**TASK ITEM**: Please copy every line from the following entries in which the word "this" appears.

**PROVIDED RECORDS**:
%%
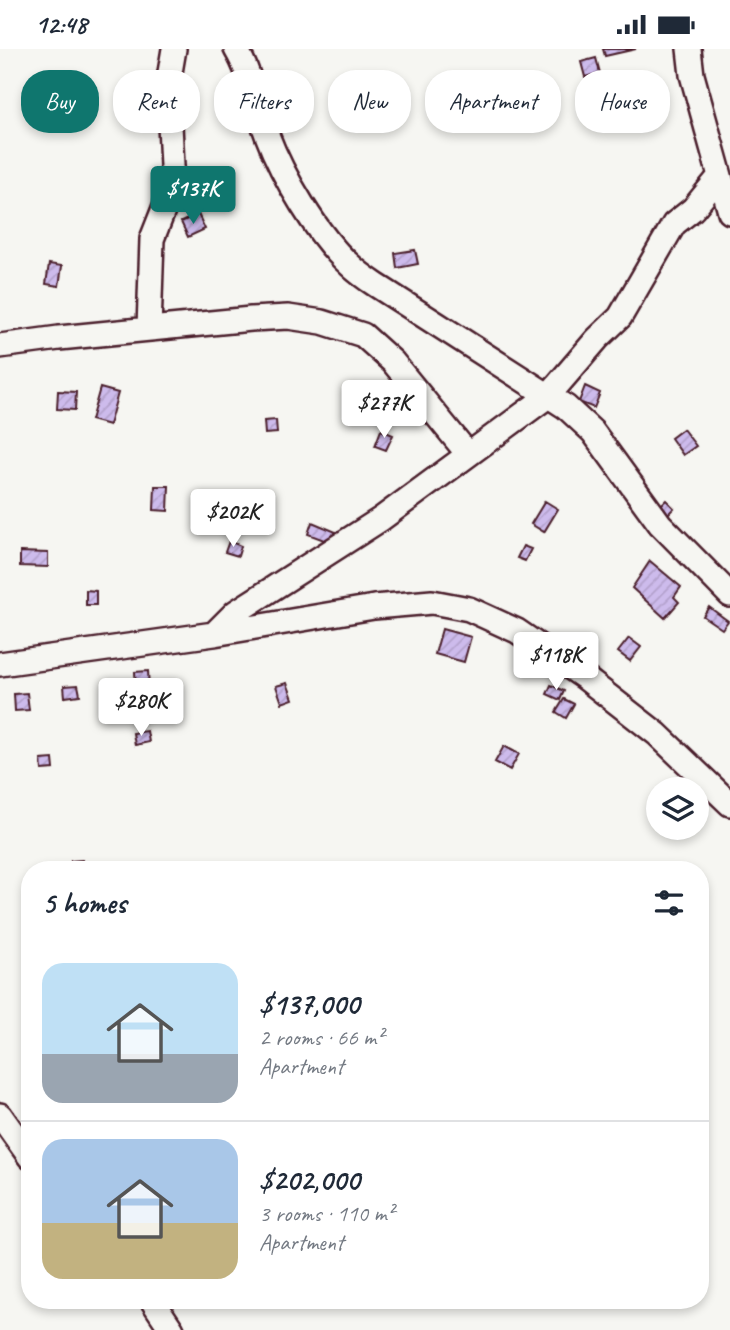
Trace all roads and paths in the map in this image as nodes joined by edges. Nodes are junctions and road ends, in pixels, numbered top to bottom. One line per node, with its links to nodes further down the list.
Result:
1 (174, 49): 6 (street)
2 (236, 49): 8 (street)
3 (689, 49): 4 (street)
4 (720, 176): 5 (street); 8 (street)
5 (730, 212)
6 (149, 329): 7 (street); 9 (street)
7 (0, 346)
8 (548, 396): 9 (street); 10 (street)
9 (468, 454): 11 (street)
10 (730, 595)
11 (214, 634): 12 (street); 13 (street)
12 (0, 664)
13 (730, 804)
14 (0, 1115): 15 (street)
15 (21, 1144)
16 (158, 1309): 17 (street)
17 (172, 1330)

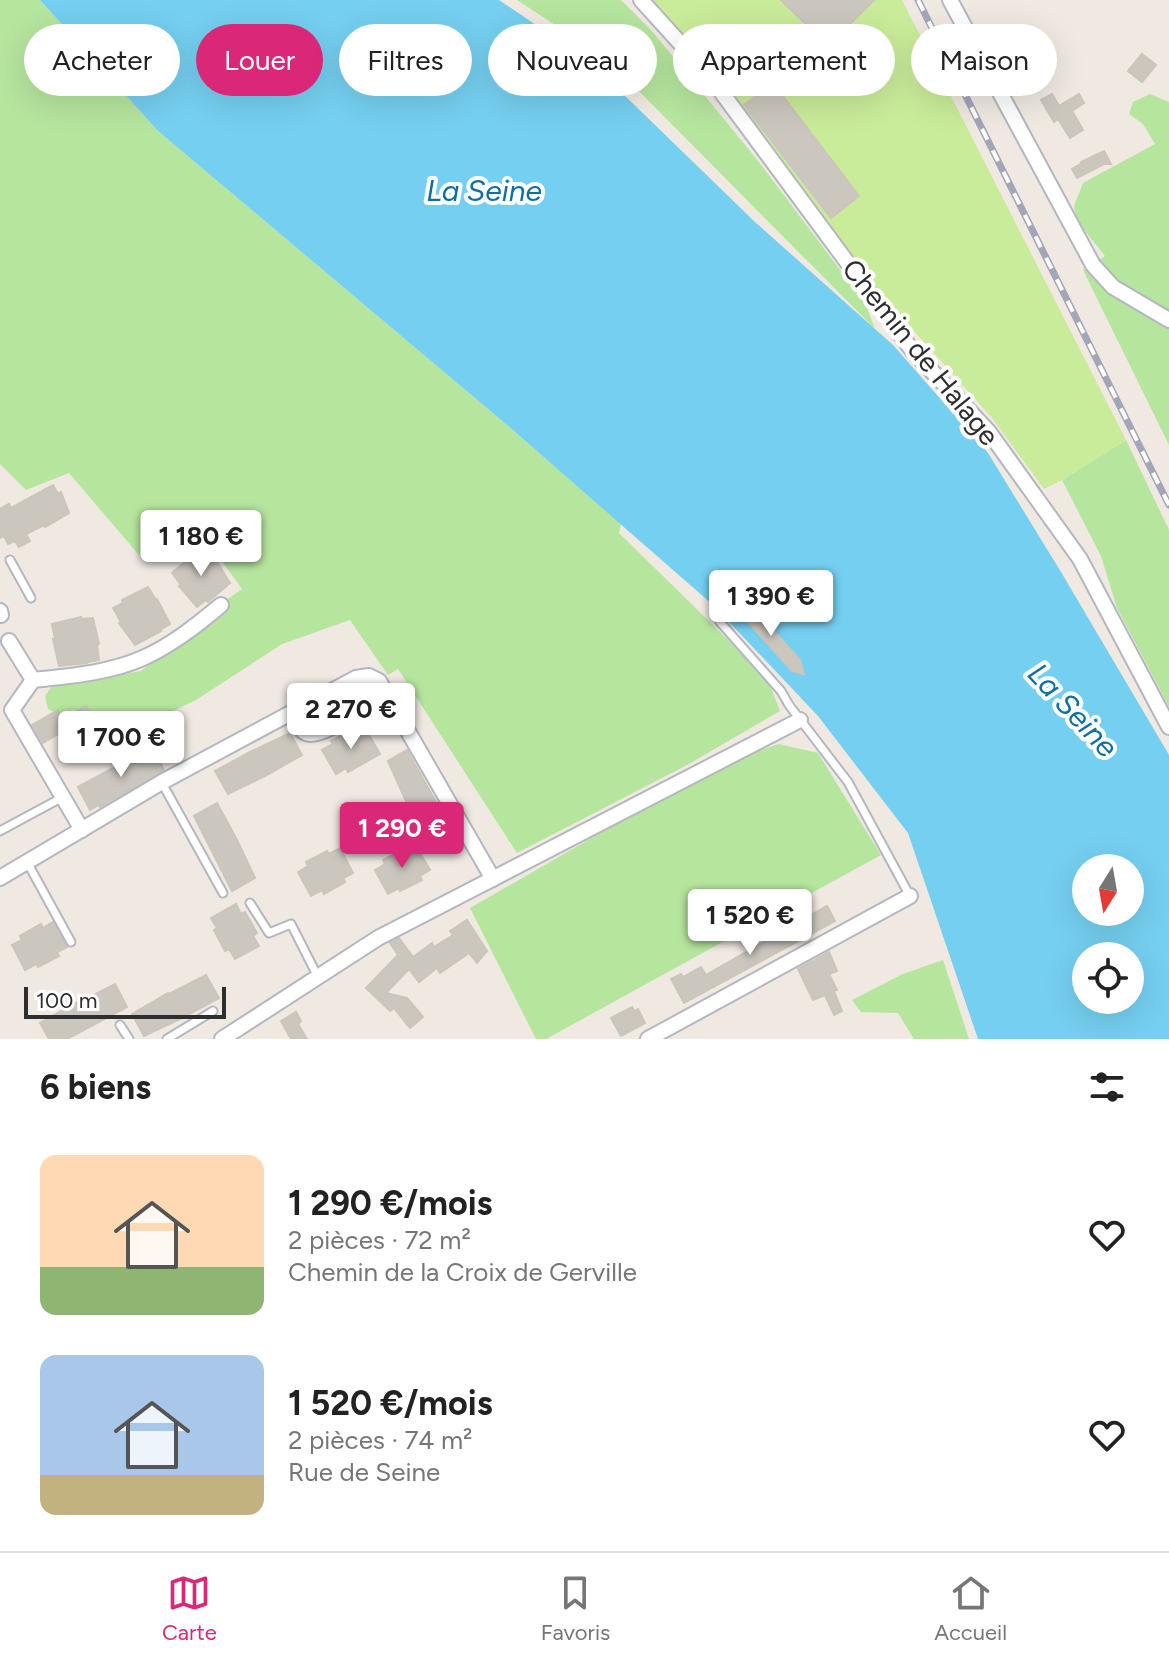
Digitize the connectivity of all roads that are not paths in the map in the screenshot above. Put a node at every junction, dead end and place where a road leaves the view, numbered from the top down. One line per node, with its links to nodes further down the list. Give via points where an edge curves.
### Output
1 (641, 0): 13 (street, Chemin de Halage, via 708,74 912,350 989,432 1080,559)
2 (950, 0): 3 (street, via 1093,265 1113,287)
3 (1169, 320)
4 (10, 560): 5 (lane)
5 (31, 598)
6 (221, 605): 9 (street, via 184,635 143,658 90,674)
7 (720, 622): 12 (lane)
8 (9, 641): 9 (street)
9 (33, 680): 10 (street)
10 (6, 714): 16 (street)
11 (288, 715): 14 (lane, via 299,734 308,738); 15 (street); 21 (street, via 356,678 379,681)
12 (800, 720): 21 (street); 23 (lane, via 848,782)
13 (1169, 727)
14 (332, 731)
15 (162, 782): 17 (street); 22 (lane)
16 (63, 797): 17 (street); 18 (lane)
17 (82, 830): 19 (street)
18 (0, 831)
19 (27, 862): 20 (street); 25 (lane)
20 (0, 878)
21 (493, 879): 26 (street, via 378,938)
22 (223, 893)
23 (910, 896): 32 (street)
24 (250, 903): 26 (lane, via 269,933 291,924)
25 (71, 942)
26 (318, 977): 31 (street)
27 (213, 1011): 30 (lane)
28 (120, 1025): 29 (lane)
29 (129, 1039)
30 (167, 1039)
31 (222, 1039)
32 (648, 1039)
%%
%%
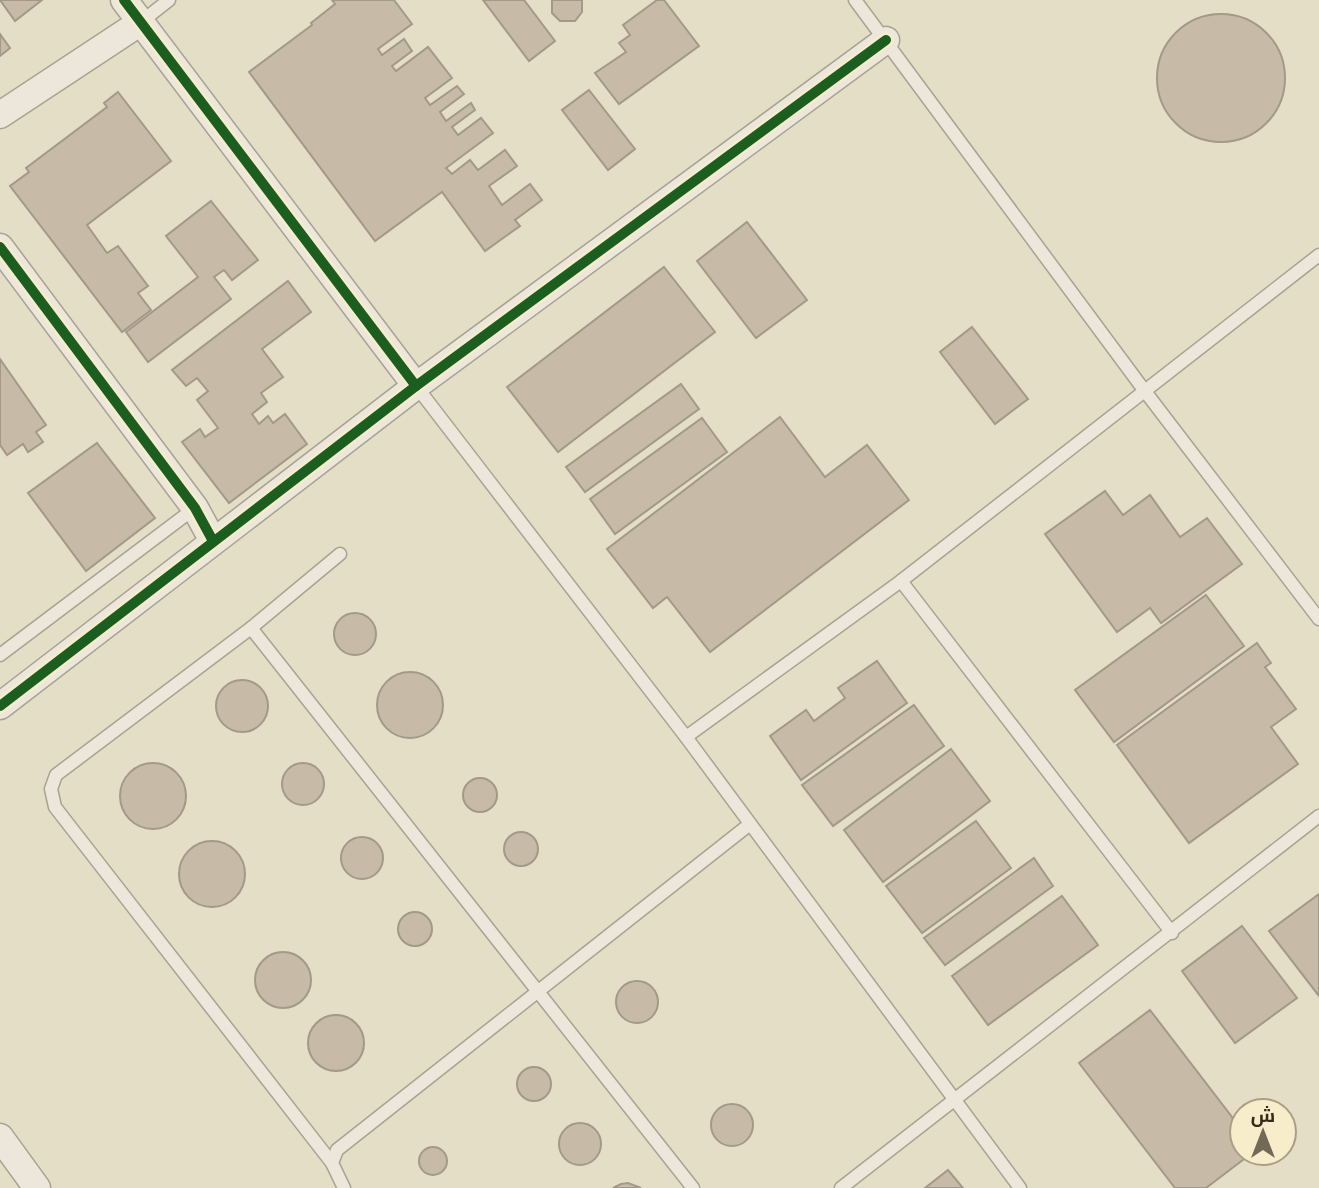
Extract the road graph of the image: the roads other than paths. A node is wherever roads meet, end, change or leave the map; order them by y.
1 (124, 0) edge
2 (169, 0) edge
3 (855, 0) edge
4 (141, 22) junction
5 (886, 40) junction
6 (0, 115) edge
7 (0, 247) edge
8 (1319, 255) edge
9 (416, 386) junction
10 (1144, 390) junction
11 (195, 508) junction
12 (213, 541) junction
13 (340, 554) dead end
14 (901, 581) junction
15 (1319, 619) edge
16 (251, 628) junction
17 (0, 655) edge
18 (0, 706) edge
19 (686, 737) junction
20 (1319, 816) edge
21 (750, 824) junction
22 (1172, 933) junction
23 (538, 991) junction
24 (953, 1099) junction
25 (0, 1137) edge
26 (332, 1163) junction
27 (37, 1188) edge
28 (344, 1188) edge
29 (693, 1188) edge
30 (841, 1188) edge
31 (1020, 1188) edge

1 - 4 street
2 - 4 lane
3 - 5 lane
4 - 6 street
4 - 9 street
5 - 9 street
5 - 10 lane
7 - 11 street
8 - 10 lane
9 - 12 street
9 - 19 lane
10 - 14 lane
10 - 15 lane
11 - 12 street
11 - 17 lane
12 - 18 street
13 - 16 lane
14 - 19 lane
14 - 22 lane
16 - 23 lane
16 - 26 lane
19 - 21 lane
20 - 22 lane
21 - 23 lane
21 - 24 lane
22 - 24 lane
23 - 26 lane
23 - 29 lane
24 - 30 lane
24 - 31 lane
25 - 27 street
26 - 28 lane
%%
%%
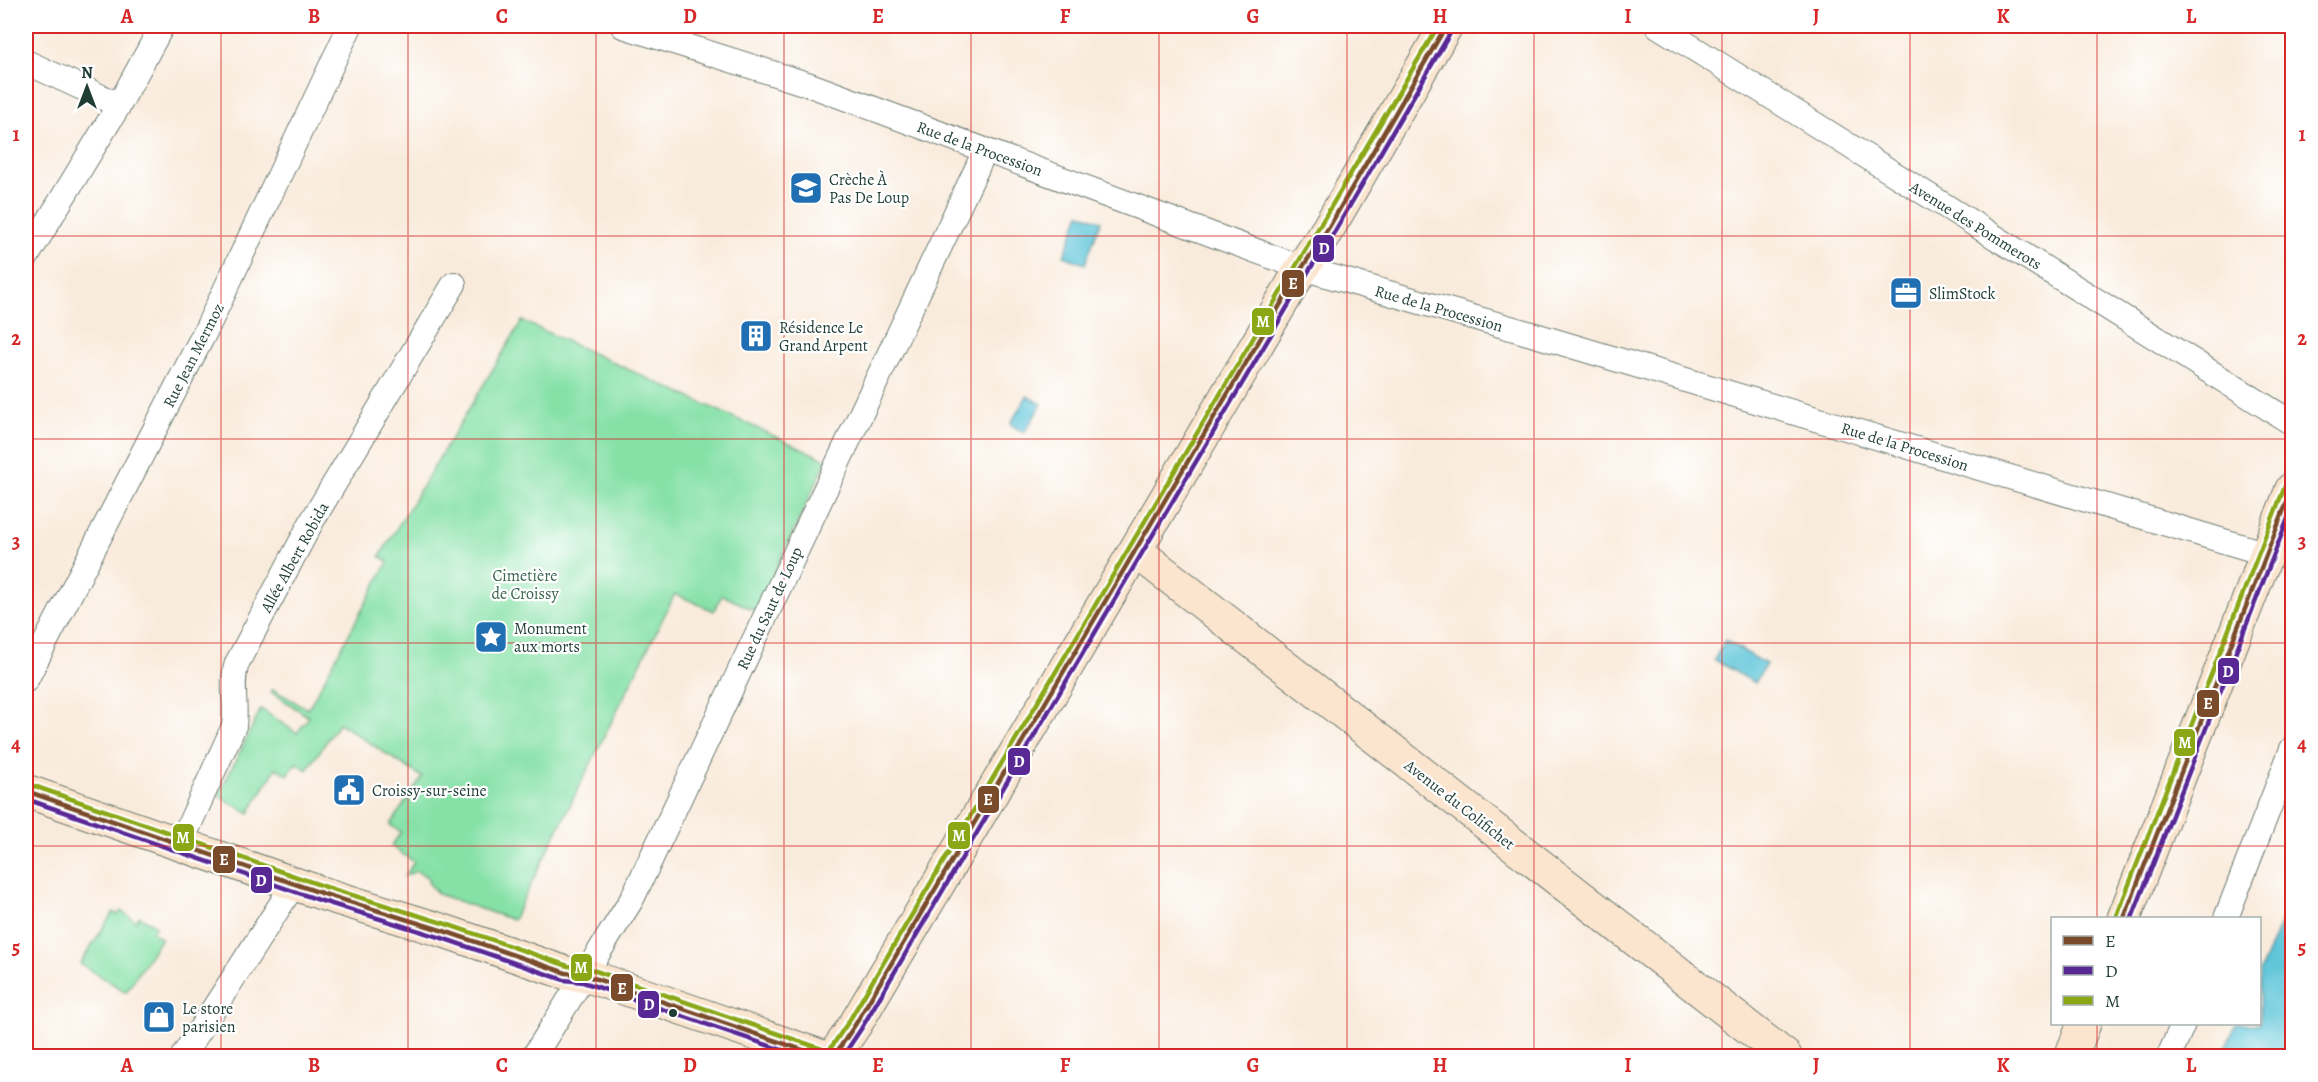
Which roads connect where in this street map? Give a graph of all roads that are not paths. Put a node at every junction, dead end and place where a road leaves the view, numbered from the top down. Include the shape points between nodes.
%%
**SOLVED EXERCISE**:
Trace all roads and paths in the map in this image as nodes joined by edges. Nodes are junctions and road ends, in pixels, numbered top to bottom. One line per node, with its links to nodes further down the list.
Which roads connect where in this street map? Give a graph of all roads that are not paths. Put a node at every junction, dead end and place where a road leaves the view, numbered from the top down. Include the shape points between nodes.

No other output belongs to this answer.